Drama Realsy

Three Systems. Zero Communication. $1M+ in Wholesale Orders Stuck.

Cin7 · Extensiv · CartRover 5 min read

Realsy's tech stack looked reasonable on paper. Cin7 for inventory management and accounting. Extensiv for warehouse management at their 3PL, RAD 3PL. CartRover as the middleware connecting their wholesale channels to both.

These are all reputable platforms. Each one does its job. The problem was that nobody had configured the connection between them correctly, and when something breaks at the integration layer, the failure looks like almost anything other than an integration layer failure.

What the symptom looked like

Purchase orders from wholesale channels (UNFI, Jewel Osco, Target) weren't flowing through to RAD 3PL for fulfillment. EDI orders were coming in through the Crystal wholesale system, and they were sitting.

The first working theory was a CartRover configuration issue. Then a Cin7 setup issue. Then a permissions problem. Then a CartRover issue again. This is what integration layer debugging looks like: the failure is in the gap between systems, so each system's support team points at the other one.

For weeks, wholesale orders that should have been flowing automatically were being worked around manually. Someone would identify a stuck order, figure out why it hadn't synced, and push it through by hand. The workaround worked well enough that the root cause stayed hidden. The orders got fulfilled. The system appeared to be functioning. The actual problem, that every PO created when inventory was on backorder was silently failing to sync, wasn't visible until someone asked why the manual interventions kept being necessary.

The actual problem

Deep inside Extensiv's configuration, there's a setting called a lock code. Lock codes determine whether a PO can be released for fulfillment based on inventory status. The specific setting that mattered was the one governing what happens when a PO is created and the ordered quantity isn't fully in stock.

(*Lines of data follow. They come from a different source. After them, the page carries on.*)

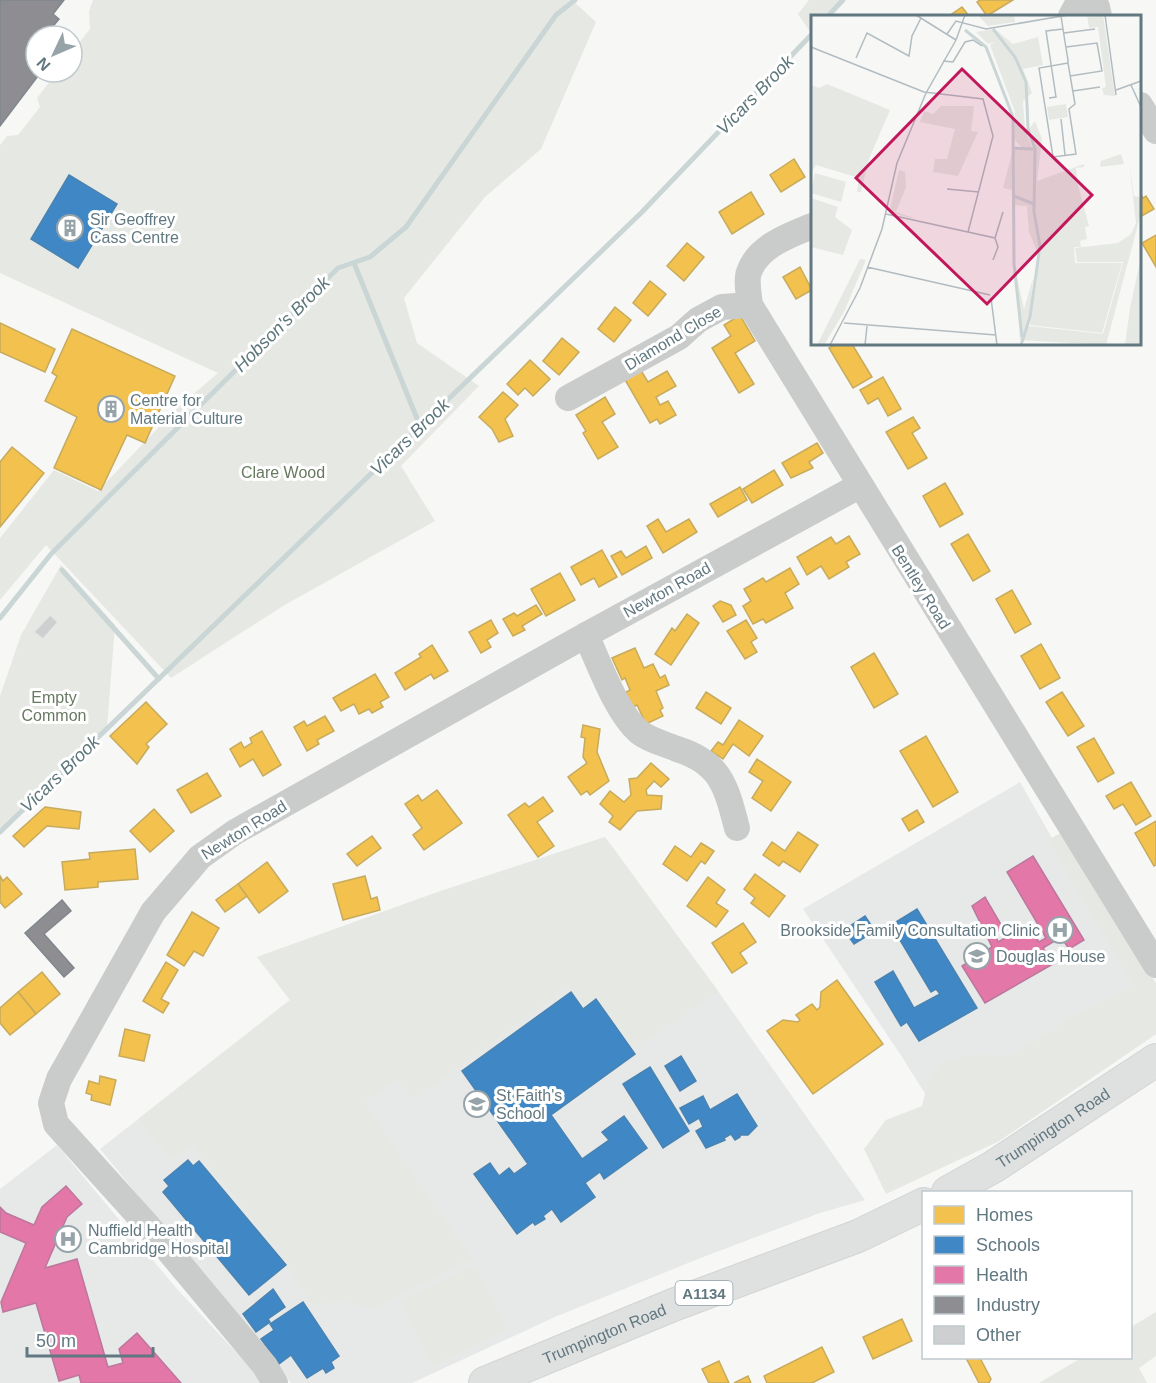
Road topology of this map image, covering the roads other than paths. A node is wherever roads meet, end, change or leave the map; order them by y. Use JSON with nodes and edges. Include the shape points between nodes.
{"nodes":[{"id":1,"x":1100,"y":8,"type":"edge"},
{"id":2,"x":1072,"y":15,"type":"edge"},
{"id":3,"x":1141,"y":107,"type":"edge"},
{"id":4,"x":1156,"y":132,"type":"edge"},
{"id":5,"x":811,"y":227,"type":"edge"},
{"id":6,"x":750,"y":305,"type":"junction"},
{"id":7,"x":568,"y":398,"type":"dead end"},
{"id":8,"x":859,"y":486,"type":"junction"},
{"id":9,"x":586,"y":635,"type":"junction"},
{"id":10,"x":737,"y":828,"type":"dead end"},
{"id":11,"x":1156,"y":965,"type":"edge"},
{"id":12,"x":1156,"y":1060,"type":"edge"},
{"id":13,"x":950,"y":1191,"type":"edge"},
{"id":14,"x":922,"y":1205,"type":"edge"},
{"id":15,"x":275,"y":1383,"type":"edge"},
{"id":16,"x":485,"y":1383,"type":"edge"}],
"edges":[{"from":1,"to":2,"type":"street","via":[[1077,5]]},
{"from":3,"to":4,"type":"street"},
{"from":5,"to":6,"type":"street","name":"Bentley Road","via":[[780,238],[762,255],[749,272]]},
{"from":6,"to":7,"type":"street","name":"Diamond Close","via":[[722,307],[698,320],[679,337]]},
{"from":6,"to":8,"type":"street","name":"Bentley Road"},
{"from":8,"to":9,"type":"street","name":"Newton Road"},
{"from":8,"to":11,"type":"street","name":"Bentley Road"},
{"from":9,"to":10,"type":"street","via":[[629,720],[640,733],[698,755],[714,770],[725,785]]},
{"from":9,"to":15,"type":"street","name":"Newton Road","via":[[235,832],[200,857],[153,912],[54,1090],[51,1114],[64,1135],[148,1226],[258,1357]]},
{"from":12,"to":13,"type":"main road","name":"Trumpington Road"},
{"from":14,"to":16,"type":"main road","name":"Trumpington Road","number":"A1134","via":[[858,1236],[673,1305]]}]}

The setting was configured as "Ordered." What it needed to be was "Ordered and Backordered."

That distinction sounds minor. It isn't. With the setting on "Ordered," any PO that was created when inventory was on backorder, meaning the warehouse didn't have enough stock on hand to immediately fulfill it, would fail to sync between Cin7 and Extensiv. The PO would exist in Cin7. It would not appear in Extensiv. CartRover, which was routing orders between the two, had nothing to relay.

For a food brand that regularly runs lean on inventory and expects orders to queue against incoming stock, "Ordered and Backordered" is the correct behavior. The PO should exist in the warehouse management system regardless of current stock levels, waiting for inventory to arrive. The "Ordered" setting effectively said: only sync this PO if we already have the stock. Which meant that every order that required any degree of backorder processing was invisible to the 3PL.

Why this kind of failure is so hard to find

Platform-specific configuration knowledge is not general knowledge. The lock code setting in Extensiv is not something you'd encounter unless you'd worked with Extensiv specifically, at this depth, in a multi-system integration context. Cin7's support team doesn't know Extensiv's lock code behavior. CartRover's support team sees orders passing or not passing and can tell you which, but can't diagnose why the Extensiv side isn't accepting them.

The only way to find this was to sit with an Extensiv support specialist and go through the configuration settings one by one, asking what each one does and what happens in edge cases. That conversation eventually surfaced the lock code issue. Before that conversation, there was no obvious path to the right answer.

The broader point is about what integration layer failures feel like from the outside. They don't announce themselves as integration problems. They look like fulfillment delays, stuck orders, unexplained manual interventions, inconsistent sync behavior. The symptom set is diffuse enough that you can spend significant time investigating the wrong system.

What the fix enabled

One dropdown change in Extensiv: from "Ordered" to "Ordered and Backordered."

After that, POs started syncing correctly between Cin7 and Extensiv regardless of inventory availability at the time of order creation. The 3PL received the orders, queued them against expected stock, and fulfilled them when inventory arrived. No more manual interventions for the backorder case.

The orders to UNFI, Jewel Osco, and Target that had been stuck or manually worked around were now processing automatically. The volume those accounts represent was significant. This wasn't a minor edge case. These were Realsy's major wholesale relationships.

The lesson isn't "check your lock codes." Most people don't know what lock codes are. The lesson is that integration-layer problems require someone who has built this specific integration before, not someone who knows each individual platform. General platform expertise doesn't transfer. You need someone who's been in that exact configuration before and knows where the edge cases live.

One dropdown. Weeks of stuck orders. That ratio, one setting change unlocking an entire channel's order processing, is more common than it should be.